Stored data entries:
- Opening Delimiter -
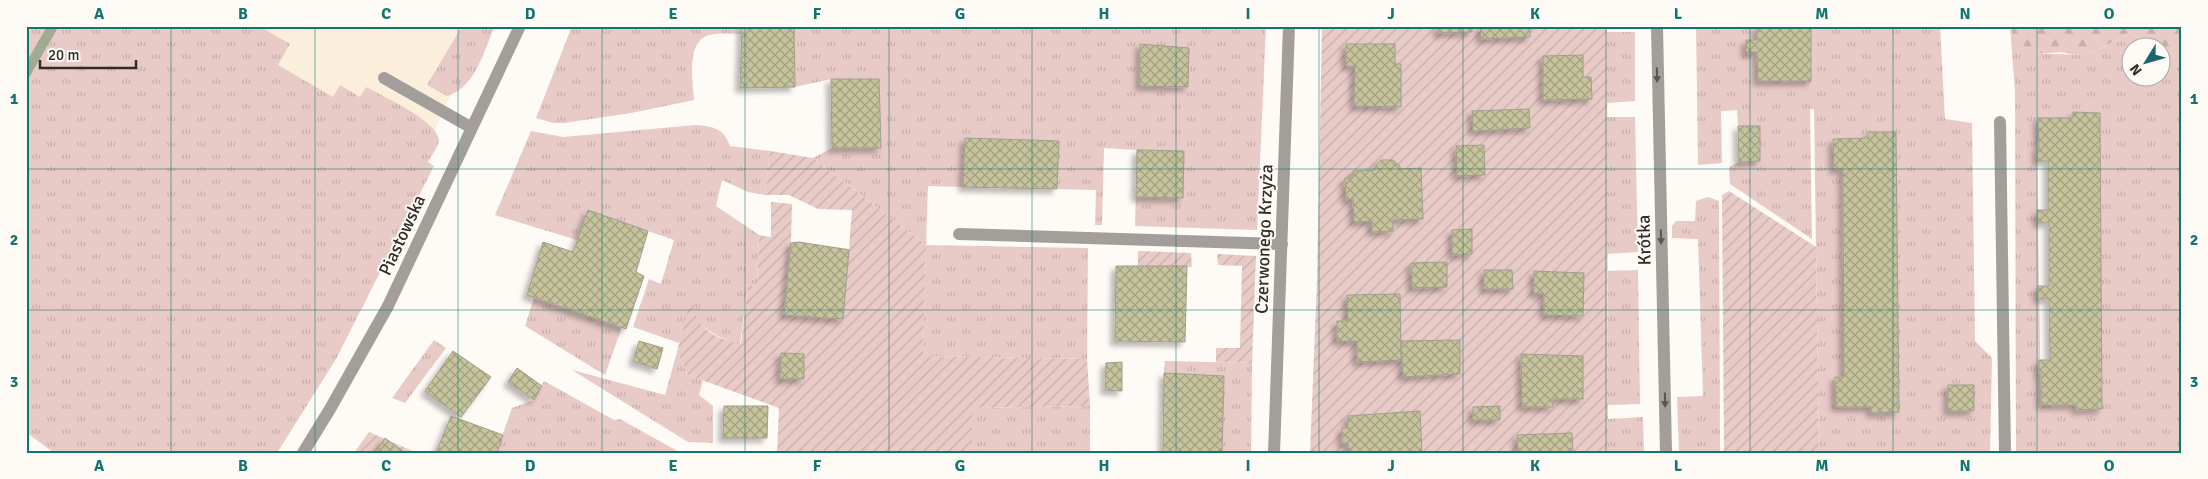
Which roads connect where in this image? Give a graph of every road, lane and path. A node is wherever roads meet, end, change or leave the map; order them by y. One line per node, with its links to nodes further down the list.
1 (520, 26): 6 (street, Piastowska)
2 (1289, 26): 8 (street, Czerwonego Krzyża)
3 (1657, 26): 11 (street, Krótka, one-way to 11)
4 (384, 78): 6 (street)
5 (2000, 122): 12 (street)
6 (472, 128): 9 (street, Piastowska)
7 (959, 234): 8 (street)
8 (1282, 244): 10 (street, Czerwonego Krzyża)
9 (303, 453)
10 (1274, 453)
11 (1666, 453)
12 (2005, 453)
- Closing Delimiter -
Work to be completed: Would you please output each record exactly, leaving the images out?

Answer:
Which roads connect where in this image? Give a graph of every road, lane and path. A node is wherever roads meet, end, change or leave the map; order them by y. One line per node, with its links to nodes further down the list.
1 (520, 26): 6 (street, Piastowska)
2 (1289, 26): 8 (street, Czerwonego Krzyża)
3 (1657, 26): 11 (street, Krótka, one-way to 11)
4 (384, 78): 6 (street)
5 (2000, 122): 12 (street)
6 (472, 128): 9 (street, Piastowska)
7 (959, 234): 8 (street)
8 (1282, 244): 10 (street, Czerwonego Krzyża)
9 (303, 453)
10 (1274, 453)
11 (1666, 453)
12 (2005, 453)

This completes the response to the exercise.